Desde a infância, portanto, aprecio os produtos brasileiros, os inúmeros tipos de queijo de Minas, o coalho nordestino, os requeijões cremosos… Porém, para um rato, o mundo é muito maior que o Brasil. Conforme fui deixando de ser a criança enjoada para comer que vivia à base de bife com fritas, quase nada mais, passei a experimentar um pouco de tudo. Não titubeio diante de escargots à provençal, mas anseio mesmo é pelos queijos ao fim da refeição. Na verdade, minha preferência sempre recai sobre pratos que sejam de ou que incluam algum tipo de queijo. Não importa como. Traço até provolone à milanesa. Apesar das acusações de George W. Bush, não há comprovação de que Saddam Hussein mantivesse grandes porções estocadas sob o deserto do Iraque.

Assim sendo, nunca entendi direito por que não podia trazer na bagagem uma boa fatia de queijos italianos, portugueses ou franceses. Também nunca paguei para ver, nunca os escondi entre meias usadas, nada disso. Não só porque sou um cidadão obediente às leis e às instruções normativas. Comovia-me ouvir relatos de viajantes que, no aeroporto, eram obrigados a se despedir de seus queridos Montasio, Serra da Estrela ou Saint-Nectaire diante de fiscais impassíveis. Há coisas que nos revoltam, ora bolas.

Felizmente, agora esse pesadelo faz parte do passado. “A legislação brasileira que tratava do tema é de 1934”, declarou o secretário de Defesa Agropecuária do Ministério da Agricultura, Luís Rangel, à repórter Eliane Oliveira, em Brasília. “Na área animal, era tudo do mesmo balaio. Cabeça de frango estava no mesmo pacote de doce de leite e bacalhau salgado.

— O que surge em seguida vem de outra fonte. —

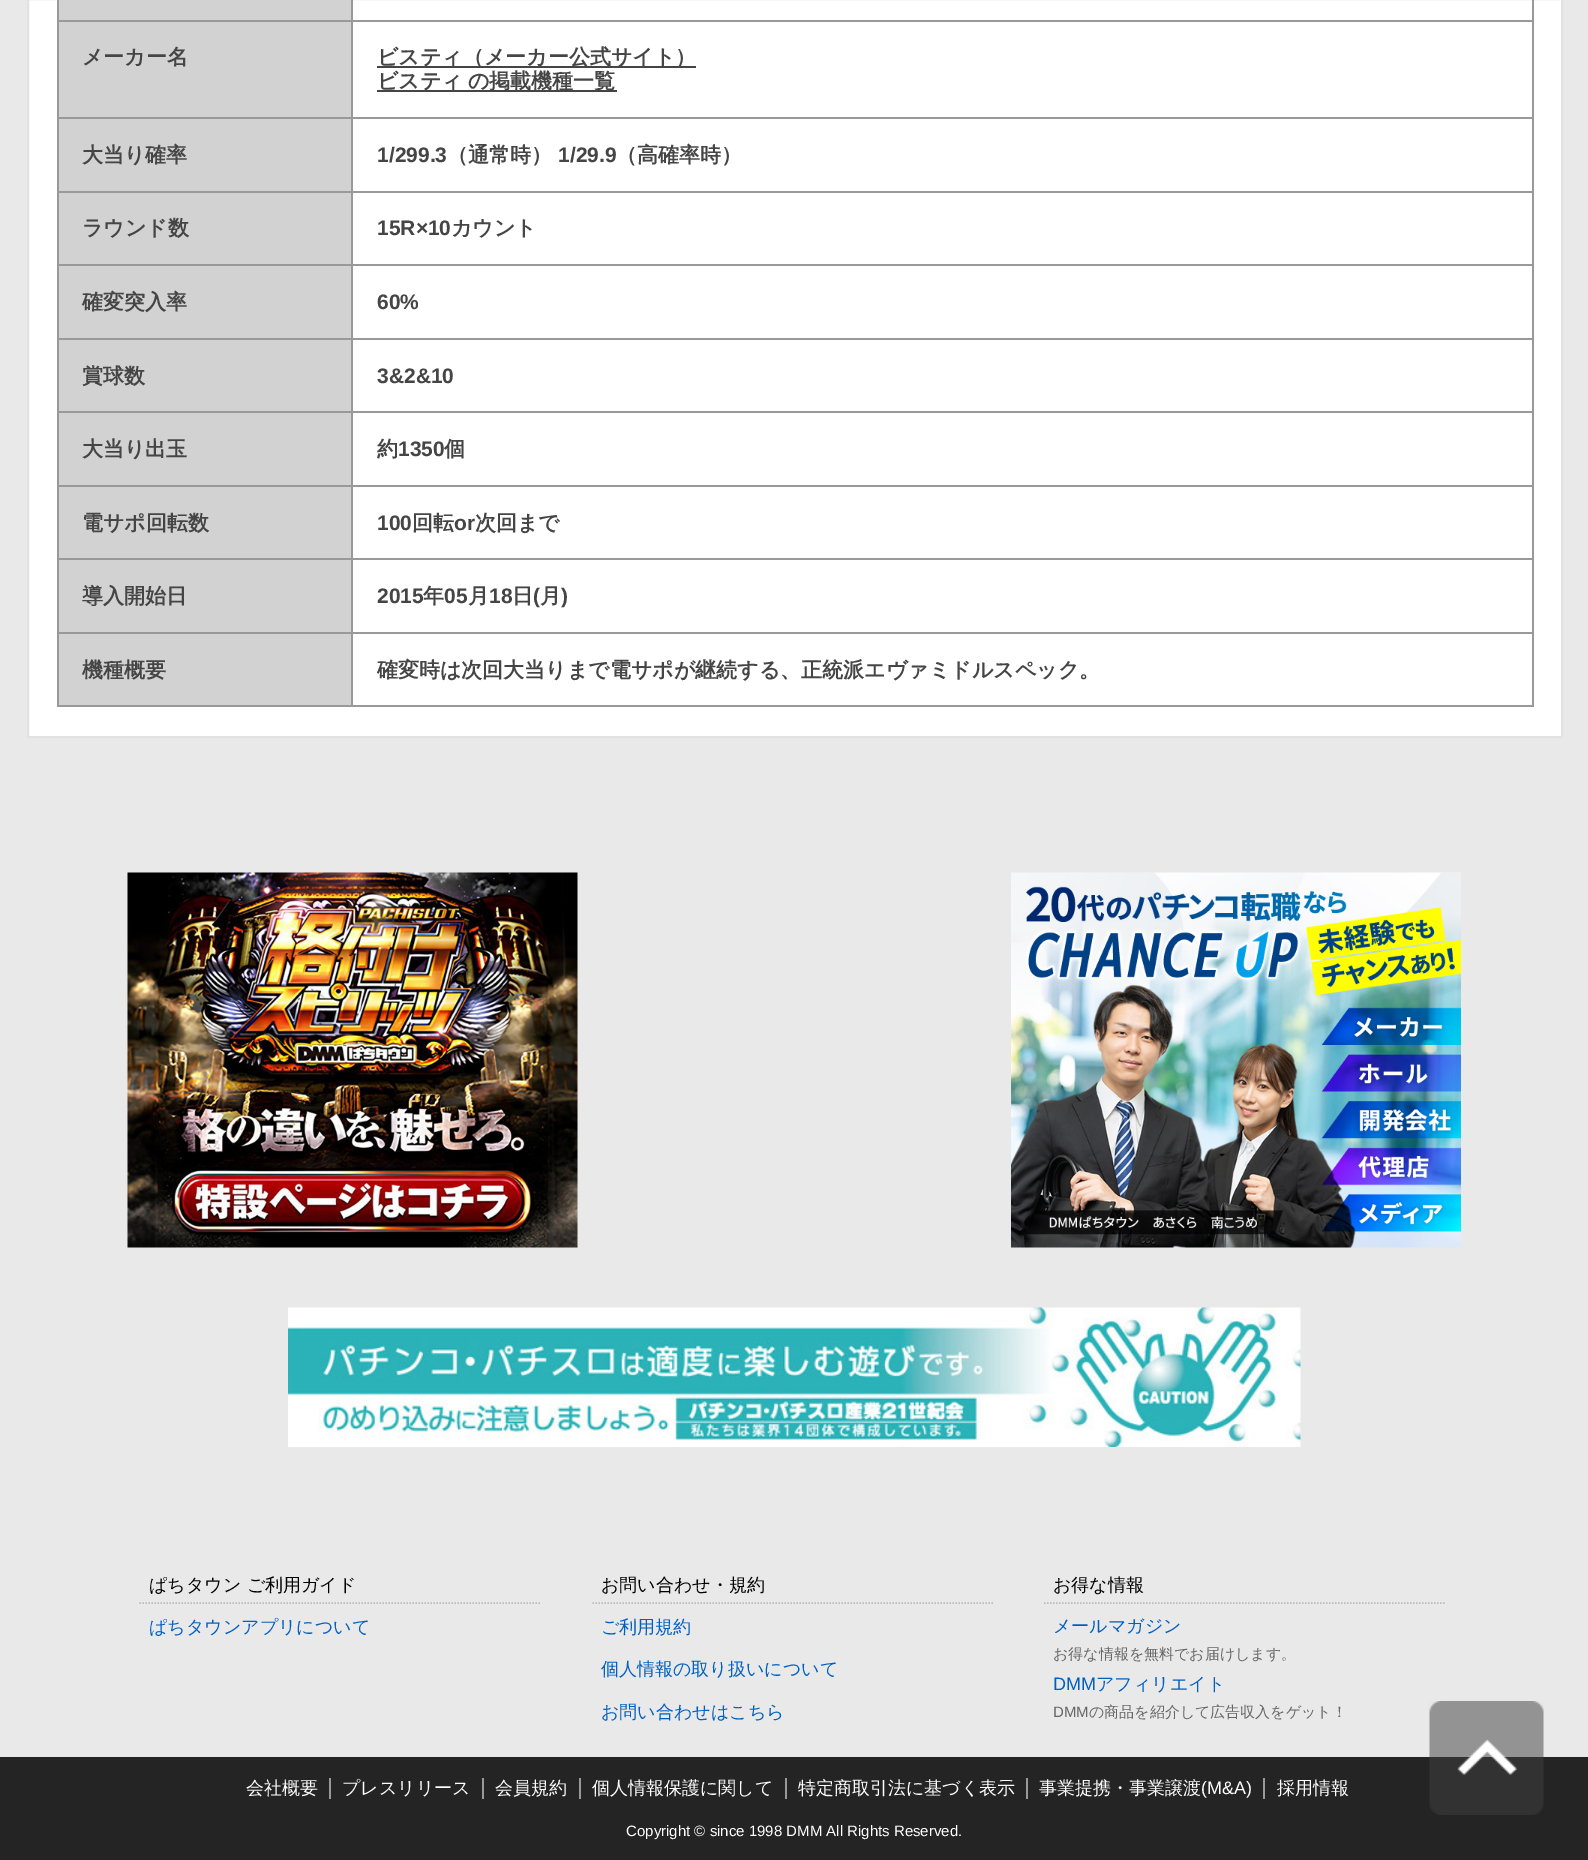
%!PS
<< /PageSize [1588 1860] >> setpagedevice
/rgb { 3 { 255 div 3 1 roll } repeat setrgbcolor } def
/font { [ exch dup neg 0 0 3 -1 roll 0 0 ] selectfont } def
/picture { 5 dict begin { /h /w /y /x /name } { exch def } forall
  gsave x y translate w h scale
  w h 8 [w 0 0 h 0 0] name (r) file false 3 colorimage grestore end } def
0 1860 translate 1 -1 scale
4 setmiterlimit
233 233 233 rgb
0 0 1588 1860 rectfill
255 255 255 rgb
28 -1 moveto 1562 -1 lineto 1562 737 lineto 28 737 lineto closepath gsave fill grestore
226 226 226 rgb
2 setlinewidth
stroke
[
  [59 0 292 20 210 210 210]
  [351 20 1182 2 153 153 153]
  [351 117 1182 2 153 153 153]
  [351 191 1182 2 153 153 153]
  [351 264 1182 2 153 153 153]
  [351 338 1182 2 153 153 153]
  [351 411 1182 2 153 153 153]
  [351 485 1182 2 153 153 153]
  [351 558 1182 2 153 153 153]
  [351 632 1182 2 153 153 153]
  [1532 632 2 75 153 153 153]
  [351 705 1182 2 153 153 153]
  [351 632 2 75 153 153 153]
  [57 632 296 2 153 153 153]
  [351 558 2 75 153 153 153]
  [57 558 296 2 153 153 153]
  [351 485 2 75 153 153 153]
  [57 485 296 2 153 153 153]
  [351 411 2 75 153 153 153]
  [57 411 296 2 153 153 153]
  [351 338 2 75 153 153 153]
  [57 338 296 2 153 153 153]
  [351 264 2 75 153 153 153]
  [57 264 296 2 153 153 153]
  [351 191 2 75 153 153 153]
  [57 191 296 2 153 153 153]
  [351 117 2 75 153 153 153]
  [57 117 296 2 153 153 153]
  [351 20 2 99 153 153 153]
  [57 20 296 2 153 153 153]
  [351 0 2 21 153 153 153]
  [59 22 292 95 210 210 210]
  [57 705 296 2 153 153 153]
  [57 632 2 75 153 153 153]
  [57 558 2 75 153 153 153]
  [57 485 2 75 153 153 153]
  [57 411 2 75 153 153 153]
  [57 338 2 75 153 153 153]
  [57 264 2 75 153 153 153]
  [57 191 2 75 153 153 153]
  [57 117 2 75 153 153 153]
  [57 0 2 119 153 153 153]
  [1532 558 2 75 153 153 153]
  [1532 485 2 75 153 153 153]
  [1532 411 2 75 153 153 153]
  [1532 338 2 75 153 153 153]
  [1532 264 2 75 153 153 153]
  [1532 191 2 75 153 153 153]
  [1532 117 2 75 153 153 153]
  [1532 0 2 119 153 153 153]
  [377 66 319 2 69 69 69]
  [377 90 240 2 69 69 69]
  [59 119 292 72 210 210 210]
  [59 193 292 71 210 210 210]
  [59 266 292 72 210 210 210]
  [59 340 292 71 210 210 210]
  [59 413 292 72 210 210 210]
  [59 487 292 71 210 210 210]
  [59 560 292 72 210 210 210]
  [59 634 292 71 210 210 210]
] { aload pop rgb rectfill } forall
(img/1.rgb) 127 872 451 376 picture
(img/2.rgb) 1011 872 450 376 picture
(img/3.rgb) 288 1307 1013 140 picture
187 187 187 rgb
1.5 setlinewidth
[1.5 1.5] 0 setdash
139.5 1603 moveto 541.5 1603 lineto stroke
592.5 1603 moveto 994.5 1603 lineto stroke
1044 1603 moveto 1446 1603 lineto stroke
[
  [0 1757 1588 103 36 36 36]
  [329 1778 2 21 153 153 153]
  [482 1778 2 21 153 153 153]
  [579 1778 2 21 153 153 153]
  [785 1778 2 21 153 153 153]
  [1026 1778 2 21 153 153 153]
  [1263 1778 2 21 153 153 153]
] { aload pop rgb rectfill } forall
(img/4.rgb) 1429 1701 115 114 picture
/WenQuanYiZenHei-Bold 21 font
69 69 69 rgb
[
  [(メーカー名) 82 64]
  [(ビスティ（メーカー公式サイト）) 377 64]
  [(ビスティ) 377 88]
  [(の掲載機種一覧) 468 88]
  [(大当り確率) 82 162]
] { aload pop moveto show } forall
/LiberationSans-Bold 21 font
377 162 moveto (1/299.3) show
/WenQuanYiZenHei-Bold 21 font
447 162 moveto (（通常時）) show
/LiberationSans-Bold 21 font
558 162 moveto (1/29.9) show
/WenQuanYiZenHei-Bold 21 font
616 162 moveto (（高確率時）) show
82 235 moveto (ラウンド数) show
/LiberationSans-Bold 21 font
377 235 moveto (15R×10) show
/WenQuanYiZenHei-Bold 21 font
451 235 moveto (カウント) show
82 309 moveto (確変突入率) show
/LiberationSans-Bold 21 font
377 309 moveto (60%) show
/WenQuanYiZenHei-Bold 21 font
82 383 moveto (賞球数) show
/LiberationSans-Bold 21 font
377 383 moveto (3&2&10) show
/WenQuanYiZenHei-Bold 21 font
82 456 moveto (大当り出玉) show
377 456 moveto (約) show
/LiberationSans-Bold 21 font
398 456 moveto (1350) show
/WenQuanYiZenHei-Bold 21 font
444 456 moveto (個) show
82 530 moveto (電サポ回転数) show
/LiberationSans-Bold 21 font
377 530 moveto (100) show
/WenQuanYiZenHei-Bold 21 font
412 530 moveto (回転) show
/LiberationSans-Bold 21 font
454 530 moveto (or) show
/WenQuanYiZenHei-Bold 21 font
475 530 moveto (次回まで) show
82 603 moveto (導入開始日) show
/LiberationSans-Bold 21 font
377 603 moveto (2015) show
/WenQuanYiZenHei-Bold 21 font
423 603 moveto (年) show
/LiberationSans-Bold 21 font
444 603 moveto (05) show
/WenQuanYiZenHei-Bold 21 font
468 603 moveto (月) show
/LiberationSans-Bold 21 font
489 603 moveto (18) show
/WenQuanYiZenHei-Bold 21 font
512 603 moveto (日) show
/LiberationSans-Bold 21 font
533 603 moveto (\() show
/WenQuanYiZenHei-Bold 21 font
540 603 moveto (月) show
/LiberationSans-Bold 21 font
561 603 moveto (\)) show
/WenQuanYiZenHei-Bold 21 font
82 677 moveto (機種概要) show
377 677 moveto (確変時は次回大当りまで電サポが継続する、正統派エヴァミドルスペック。) show
/WenQuanYiZenHei-Medium 18 font
0 0 0 rgb
149 1591 moveto (ぱちタウン ご利用ガイド) show
0 95 192 rgb
149 1633 moveto (ぱちタウンアプリについて) show
0 0 0 rgb
601 1591 moveto (お問い合わせ・規約) show
0 95 192 rgb
[
  [(ご利用規約) 601 1633]
  [(個人情報の取り扱いについて) 601 1675]
  [(お問い合わせはこちら) 601 1718]
] { aload pop moveto show } forall
0 0 0 rgb
1053 1591 moveto (お得な情報) show
0 95 192 rgb
1053 1632 moveto (メールマガジン) show
/WenQuanYiZenHei-Medium 15 font
102 102 102 rgb
1053 1659 moveto (お得な情報を無料でお届けします。) show
/LiberationSans-Regular 18 font
0 95 192 rgb
1053 1690 moveto (DMM) show
/WenQuanYiZenHei-Medium 18 font
1096 1690 moveto (アフィリエイト) show
/LiberationSans-Regular 15 font
102 102 102 rgb
1053 1717 moveto (DMM) show
/WenQuanYiZenHei-Medium 15 font
1089 1717 moveto (の商品を紹介して広告収入をゲット！) show
/WenQuanYiZenHei-Medium 18 font
255 255 255 rgb
[
  [(会社概要) 246 1794]
  [(プレスリリース) 342 1794]
  [(会員規約) 495 1794]
  [(個人情報保護に関して) 592 1794]
  [(特定商取引法に基づく表示) 798 1794]
  [(事業提携・事業譲渡) 1039 1794]
] { aload pop moveto show } forall
/LiberationSans-Regular 18 font
1201 1794 moveto (\(M&A\)) show
/WenQuanYiZenHei-Medium 18 font
1277 1794 moveto (採用情報) show
/LiberationSans-Regular 15 font
626 1836 moveto (Copyright © since 1998 DMM All Rights Reserved.) show
showpage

De lá para cá, o mundo todo avançou.” Diante da excelente notícia, num primeiro momento ainda pensei em entrar com uma ação por danos morais contra o Estado brasileiro. Afinal, foram três décadas sem trazer queijos na bagagem a troco de nada. Atinei, então, que a nossa Justiça já tem bastante o que fazer.

Na mesma entrevista do início do mês, o secretário explicou que, para poderem concentrar a fiscalização agropecuária em ameaças reais de contaminação, vários países adotaram regras idênticas para alimentos industrializados, pois o risco que tais produtos trazem é insignificante. Entre estes países, estão os EUA. Ou seja, hoje em dia, Maddalena Ciarrapico poderia viajar com o seu salame sem medo de ser presa. Sorte dela, fico feliz, mas Mario Monicelli teria de procurar outro roteiro para a comédia.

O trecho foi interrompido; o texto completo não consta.